For those who haven't seen it, and you must, Shawshank is about an innocent man sent to prison for killing his wife. It captures the essence of prison life in the 1940's and 50's through enduring characters and compelling stories.

One of the characters, Brooks, gets out of prison after decades of being locked up. He writes the boys back at the prison saying he feels so out of place being "out", after being "in" for so long. He even wonders whether he ought to commit another crime in order to be locked up again.

Morgan Freeman's character, Red, offers this analysis, "These walls are funny. First you hate 'em. Then you get used to 'em. Enough time passes, you get so you depend on them. That's institutionalized."

Institutionalized. I couldn't help wondering if that's what happened to Steven Avery over the 18 years he was locked up for a crime he did not commit. This photo was taken by a buddy of mine, Milwaukee Journal Sentinel Photographer Jeff Phelps, and it captures the very walls Avery left behind.

Months later, that smile seemed to fade, as Avery struggled to adjust to life on the outside.

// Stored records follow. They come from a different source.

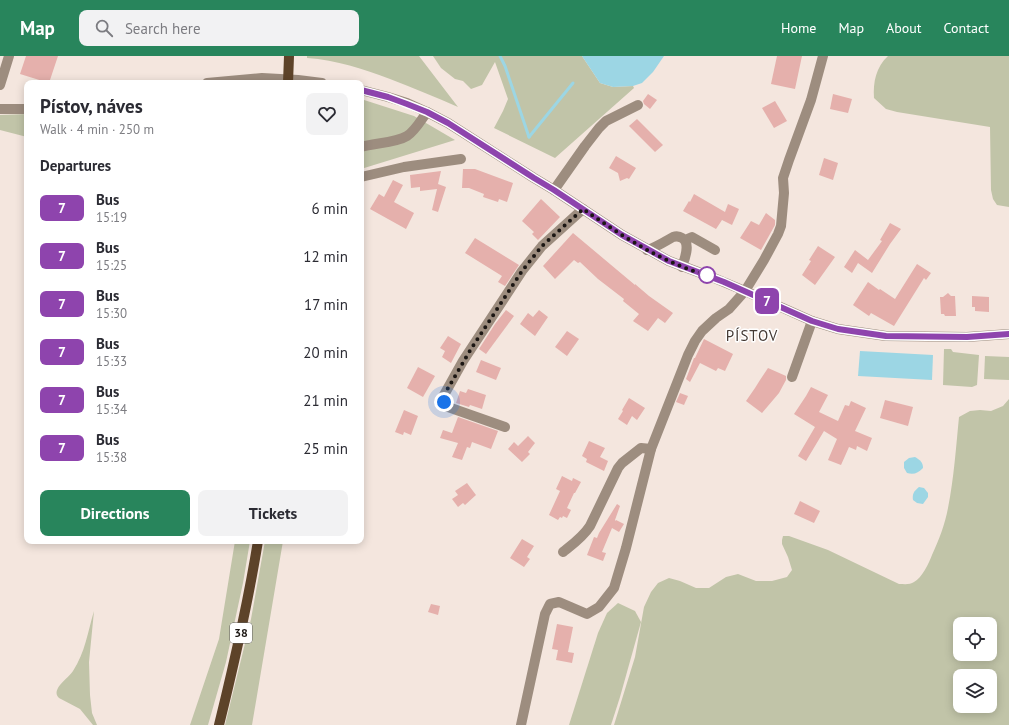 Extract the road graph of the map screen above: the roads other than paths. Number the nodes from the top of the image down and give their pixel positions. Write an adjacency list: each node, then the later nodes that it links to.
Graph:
1 (9, 56): 4 (street)
2 (288, 56): 6 (main road, bridge)
3 (823, 56): 22 (street)
4 (1, 78)
5 (240, 80): 7 (street)
6 (288, 80)
7 (298, 80)
8 (364, 91): 12 (street)
9 (638, 105): 16 (street)
10 (0, 109): 11 (street)
11 (24, 109)
12 (427, 112): 13 (street); 16 (street)
13 (364, 146)
14 (461, 159): 15 (street)
15 (364, 176)
16 (554, 190): 17 (street)
17 (583, 209): 19 (street); 26 (street)
18 (685, 240): 19 (street); 20 (street); 21 (street)
19 (647, 250): 21 (street)
20 (715, 250)
21 (682, 267): 22 (street)
22 (745, 291): 23 (street); 27 (street)
23 (812, 321): 24 (street); 25 (street)
24 (1009, 334)
25 (792, 377)
26 (505, 427)
27 (651, 449): 29 (street); 31 (street)
28 (258, 544): 30 (main road, 38)
29 (563, 552)
30 (219, 725)
31 (520, 725)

In December of 2003 I interviewed Avery. I asked him, "Is it harder being out than you thought it would be?"

His answer, "Some days. Some days I think, I might as well go back in there. I wouldn't have to deal with it no more."

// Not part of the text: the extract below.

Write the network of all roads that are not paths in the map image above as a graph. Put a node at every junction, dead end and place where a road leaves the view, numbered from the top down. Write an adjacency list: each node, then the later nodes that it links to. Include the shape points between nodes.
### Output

When I saw video from Chopper Four flying over the Avery property in fall of 2005, crime tape marking the scene, and talk of murder charges being filed, I thought immediately about that quote. I thought about Avery adjusting to life on the outside. I thought about Avery feeling out of place, and wondering if he'd be better off still in prison. I thought about him saying, "...I might as well go back in there."

Avery to this day proclaims his innocence in the Teresa Halbach murder, and a jury will ultimately decide his fate, perhaps very soon. No matter what comes of this, part of him may actually wish the verdict comes back guilty.